Records for this task →
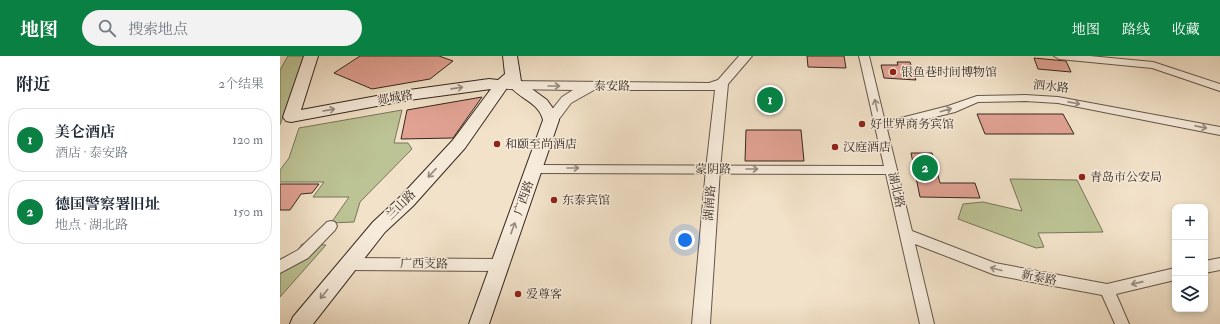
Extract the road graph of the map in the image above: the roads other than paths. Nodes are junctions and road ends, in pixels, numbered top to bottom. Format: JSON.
{"nodes":[{"id":1,"x":311,"y":56,"type":"edge"},
{"id":2,"x":499,"y":56,"type":"edge"},
{"id":3,"x":510,"y":56,"type":"edge"},
{"id":4,"x":746,"y":56,"type":"edge"},
{"id":5,"x":864,"y":56,"type":"edge"},
{"id":6,"x":1059,"y":56,"type":"edge"},
{"id":7,"x":509,"y":82,"type":"junction"},
{"id":8,"x":722,"y":83,"type":"junction"},
{"id":9,"x":600,"y":86,"type":"junction"},
{"id":10,"x":1220,"y":88,"type":"edge"},
{"id":11,"x":550,"y":120,"type":"junction"},
{"id":12,"x":881,"y":127,"type":"junction"},
{"id":13,"x":1220,"y":131,"type":"edge"},
{"id":14,"x":534,"y":168,"type":"junction"},
{"id":15,"x":713,"y":169,"type":"junction"},
{"id":16,"x":892,"y":170,"type":"junction"},
{"id":17,"x":331,"y":226,"type":"dead end"},
{"id":18,"x":907,"y":235,"type":"junction"},
{"id":19,"x":349,"y":264,"type":"junction"},
{"id":20,"x":1220,"y":264,"type":"edge"},
{"id":21,"x":499,"y":265,"type":"junction"},
{"id":22,"x":1208,"y":266,"type":"edge"},
{"id":23,"x":280,"y":267,"type":"edge"},
{"id":24,"x":1172,"y":275,"type":"edge"},
{"id":25,"x":1106,"y":290,"type":"junction"},
{"id":26,"x":300,"y":324,"type":"edge"},
{"id":27,"x":479,"y":324,"type":"edge"},
{"id":28,"x":701,"y":324,"type":"edge"},
{"id":29,"x":927,"y":324,"type":"edge"},
{"id":30,"x":1122,"y":324,"type":"edge"}],
"edges":[{"from":1,"to":7,"type":"main road","name":"郯城路","one_way":true},
{"from":2,"to":7,"type":"main road"},
{"from":3,"to":7,"type":"main road"},
{"from":4,"to":8,"type":"street"},
{"from":12,"to":5,"type":"street","name":"湖北路","one_way":true},
{"from":6,"to":10,"type":"street"},
{"from":7,"to":8,"type":"street","name":"泰安路"},
{"from":7,"to":9,"type":"street","name":"泰安路","one_way":true},
{"from":7,"to":11,"type":"main road"},
{"from":7,"to":19,"type":"main road","name":"兰山路","one_way":true},
{"from":8,"to":9,"type":"street","name":"泰安路"},
{"from":8,"to":15,"type":"street","name":"湖南路"},
{"from":9,"to":11,"type":"street"},
{"from":11,"to":14,"type":"main road","name":"广西路"},
{"from":12,"to":13,"type":"street","name":"泗水路","one_way":true},
{"from":12,"to":16,"type":"street","name":"湖北路"},
{"from":14,"to":15,"type":"street","name":"蒙阴路","one_way":true},
{"from":21,"to":14,"type":"main road","name":"广西路","one_way":true},
{"from":15,"to":16,"type":"street","name":"蒙阴路","one_way":true},
{"from":15,"to":28,"type":"street","name":"湖南路"},
{"from":16,"to":18,"type":"street","name":"湖北路"},
{"from":17,"to":23,"type":"street"},
{"from":25,"to":18,"type":"street","name":"新泰路","one_way":true},
{"from":18,"to":29,"type":"street","name":"湖北路"},
{"from":19,"to":21,"type":"street","name":"广西支路"},
{"from":19,"to":26,"type":"main road","name":"兰山路","one_way":true},
{"from":20,"to":22,"type":"street"},
{"from":21,"to":27,"type":"main road","name":"广西路"},
{"from":24,"to":25,"type":"street","name":"新泰路","one_way":true},
{"from":25,"to":30,"type":"street"}]}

What is being asked → Return the records above verbatim, leaving out images.

Reply to the exercise →
Extract the road graph of the map in the image above: the roads other than paths. Nodes are junctions and road ends, in pixels, numbered top to bottom. Format: JSON.
{"nodes":[{"id":1,"x":311,"y":56,"type":"edge"},
{"id":2,"x":499,"y":56,"type":"edge"},
{"id":3,"x":510,"y":56,"type":"edge"},
{"id":4,"x":746,"y":56,"type":"edge"},
{"id":5,"x":864,"y":56,"type":"edge"},
{"id":6,"x":1059,"y":56,"type":"edge"},
{"id":7,"x":509,"y":82,"type":"junction"},
{"id":8,"x":722,"y":83,"type":"junction"},
{"id":9,"x":600,"y":86,"type":"junction"},
{"id":10,"x":1220,"y":88,"type":"edge"},
{"id":11,"x":550,"y":120,"type":"junction"},
{"id":12,"x":881,"y":127,"type":"junction"},
{"id":13,"x":1220,"y":131,"type":"edge"},
{"id":14,"x":534,"y":168,"type":"junction"},
{"id":15,"x":713,"y":169,"type":"junction"},
{"id":16,"x":892,"y":170,"type":"junction"},
{"id":17,"x":331,"y":226,"type":"dead end"},
{"id":18,"x":907,"y":235,"type":"junction"},
{"id":19,"x":349,"y":264,"type":"junction"},
{"id":20,"x":1220,"y":264,"type":"edge"},
{"id":21,"x":499,"y":265,"type":"junction"},
{"id":22,"x":1208,"y":266,"type":"edge"},
{"id":23,"x":280,"y":267,"type":"edge"},
{"id":24,"x":1172,"y":275,"type":"edge"},
{"id":25,"x":1106,"y":290,"type":"junction"},
{"id":26,"x":300,"y":324,"type":"edge"},
{"id":27,"x":479,"y":324,"type":"edge"},
{"id":28,"x":701,"y":324,"type":"edge"},
{"id":29,"x":927,"y":324,"type":"edge"},
{"id":30,"x":1122,"y":324,"type":"edge"}],
"edges":[{"from":1,"to":7,"type":"main road","name":"郯城路","one_way":true},
{"from":2,"to":7,"type":"main road"},
{"from":3,"to":7,"type":"main road"},
{"from":4,"to":8,"type":"street"},
{"from":12,"to":5,"type":"street","name":"湖北路","one_way":true},
{"from":6,"to":10,"type":"street"},
{"from":7,"to":8,"type":"street","name":"泰安路"},
{"from":7,"to":9,"type":"street","name":"泰安路","one_way":true},
{"from":7,"to":11,"type":"main road"},
{"from":7,"to":19,"type":"main road","name":"兰山路","one_way":true},
{"from":8,"to":9,"type":"street","name":"泰安路"},
{"from":8,"to":15,"type":"street","name":"湖南路"},
{"from":9,"to":11,"type":"street"},
{"from":11,"to":14,"type":"main road","name":"广西路"},
{"from":12,"to":13,"type":"street","name":"泗水路","one_way":true},
{"from":12,"to":16,"type":"street","name":"湖北路"},
{"from":14,"to":15,"type":"street","name":"蒙阴路","one_way":true},
{"from":21,"to":14,"type":"main road","name":"广西路","one_way":true},
{"from":15,"to":16,"type":"street","name":"蒙阴路","one_way":true},
{"from":15,"to":28,"type":"street","name":"湖南路"},
{"from":16,"to":18,"type":"street","name":"湖北路"},
{"from":17,"to":23,"type":"street"},
{"from":25,"to":18,"type":"street","name":"新泰路","one_way":true},
{"from":18,"to":29,"type":"street","name":"湖北路"},
{"from":19,"to":21,"type":"street","name":"广西支路"},
{"from":19,"to":26,"type":"main road","name":"兰山路","one_way":true},
{"from":20,"to":22,"type":"street"},
{"from":21,"to":27,"type":"main road","name":"广西路"},
{"from":24,"to":25,"type":"street","name":"新泰路","one_way":true},
{"from":25,"to":30,"type":"street"}]}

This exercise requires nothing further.